Structural Analysis Macros¶
SQL table macros for navigating and analyzing AST structure. These macros accept a table name as a string and return table results.
Overview¶
| Macro | Purpose |
|---|---|
| Tree Navigation | |
ast_children(table, node_id) |
Get direct children of a node |
ast_descendants(table, node_id) |
Get all descendants of a node |
ast_ancestors(table, node_id) |
Get ancestors from node to root |
ast_siblings(table, node_id) |
Get siblings (same parent) |
ast_containing_line(table, line) |
Find nodes containing a line |
ast_in_range(table, start, end) |
Find nodes in a line range |
ast_call_arguments(table, call_node_id) |
Get arguments of a function call |
| Relational Operators | |
ast_has(source, ancestor_type, desc_type, desc_name) |
Ancestors containing a descendant at any depth |
ast_not_has(source, ancestor_type, desc_type, desc_name) |
Ancestors NOT containing a descendant |
ast_inside(source, desc_type, anc_type, anc_name, desc_name) |
Descendants within an ancestor type |
ast_precedes(source, node_type, before_type, before_name) |
Nodes preceding a sibling of given type |
ast_follows(source, node_type, after_type, after_name) |
Nodes following a sibling of given type |
| Definition Helpers | |
ast_definitions(table) |
Get all definitions with metadata |
ast_definition_parent(table) |
Nearest definition ancestor per definition |
| Scope Analysis | |
ast_function_scope(table, node_id) |
Function descendants excluding nested functions |
ast_class_members(table, node_id) |
Direct members of a class |
| Code Metrics | |
ast_function_metrics(table) |
Complexity metrics per function |
ast_nesting_analysis(table) |
Nesting depth analysis per function |
ast_functions_containing(table, type) |
Find functions with specific node types |
| Call Analysis | |
ast_get_calls(source) |
Extract calls with caller attribution and type |
ast_call_graph(source) |
Aggregated caller→callee graph |
ast_find_references(source, name) |
Scope-aware symbol reference resolution |
ast_callees(source) |
What does each function call? |
ast_callers(source) |
Who calls each function? |
| Quality Analysis | |
ast_security_audit(table) |
Detect security anti-patterns |
ast_dead_code(table) |
Find unused functions/classes |
Tree Navigation¶
ast_children(table, node_id)¶
Get direct children of a node.
CREATE TEMP TABLE my_ast AS SELECT * FROM parse_ast('def foo(): pass', 'python');
-- Get children of the function definition (node_id=1)

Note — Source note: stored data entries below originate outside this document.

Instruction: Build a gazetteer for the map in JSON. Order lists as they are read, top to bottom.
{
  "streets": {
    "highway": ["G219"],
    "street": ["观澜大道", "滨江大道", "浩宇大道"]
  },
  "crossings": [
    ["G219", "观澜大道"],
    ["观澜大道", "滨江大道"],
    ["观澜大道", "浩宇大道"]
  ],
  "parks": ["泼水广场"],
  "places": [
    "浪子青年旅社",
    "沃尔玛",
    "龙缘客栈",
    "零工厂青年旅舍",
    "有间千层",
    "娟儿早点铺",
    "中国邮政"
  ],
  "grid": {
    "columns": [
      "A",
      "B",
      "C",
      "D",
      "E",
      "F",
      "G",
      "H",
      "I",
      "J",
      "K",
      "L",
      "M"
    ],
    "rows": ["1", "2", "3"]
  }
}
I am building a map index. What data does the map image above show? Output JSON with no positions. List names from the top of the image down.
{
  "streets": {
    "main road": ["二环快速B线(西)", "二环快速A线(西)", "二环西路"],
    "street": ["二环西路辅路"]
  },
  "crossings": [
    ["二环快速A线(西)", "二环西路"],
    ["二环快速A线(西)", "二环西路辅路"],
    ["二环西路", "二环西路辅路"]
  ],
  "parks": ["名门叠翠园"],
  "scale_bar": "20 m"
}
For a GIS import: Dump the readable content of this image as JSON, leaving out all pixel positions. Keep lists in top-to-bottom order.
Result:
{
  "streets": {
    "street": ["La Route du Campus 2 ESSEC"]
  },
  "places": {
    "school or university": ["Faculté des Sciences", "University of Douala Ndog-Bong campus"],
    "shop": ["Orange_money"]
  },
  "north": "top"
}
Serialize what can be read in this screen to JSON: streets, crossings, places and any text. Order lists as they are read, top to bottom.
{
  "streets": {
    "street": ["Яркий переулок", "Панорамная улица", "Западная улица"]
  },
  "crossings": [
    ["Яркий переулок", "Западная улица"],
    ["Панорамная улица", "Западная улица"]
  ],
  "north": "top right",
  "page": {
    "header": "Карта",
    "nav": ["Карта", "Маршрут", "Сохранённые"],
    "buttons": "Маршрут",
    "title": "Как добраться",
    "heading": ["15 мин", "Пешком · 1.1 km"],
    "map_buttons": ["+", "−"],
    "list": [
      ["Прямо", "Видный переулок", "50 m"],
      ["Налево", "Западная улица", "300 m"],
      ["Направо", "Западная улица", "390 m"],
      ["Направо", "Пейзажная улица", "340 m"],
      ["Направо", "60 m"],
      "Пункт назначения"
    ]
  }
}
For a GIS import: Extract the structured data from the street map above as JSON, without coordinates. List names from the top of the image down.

SELECT type, name FROM ast_children('my_ast', 1);
-- def, identifier (foo), parameters, :, block
ast_descendants(table, node_id)¶
Get all descendants of a node (subtree).
Uses descendant_count for O(1) subtree queries - no recursion needed.
ast_ancestors(table, node_id)¶
Get all ancestors from a node up to the root.
-- Find containing scopes for a deeply nested node
SELECT type, name FROM ast_ancestors('my_ast', 22) ORDER BY depth;
-- module → function_definition → block → function_definition → block → ...
Returns a depth column (0 = root) for ordering.
ast_siblings(table, node_id)¶
Get sibling nodes (same parent, excluding self).
-- Find other statements in the same block
SELECT type, name FROM ast_siblings('my_ast', 14) ORDER BY node_id;
ast_containing_line(table, line)¶
Find all nodes whose range contains a specific line.
-- What's on line 5?
SELECT type, name FROM ast_containing_line('my_ast', 5)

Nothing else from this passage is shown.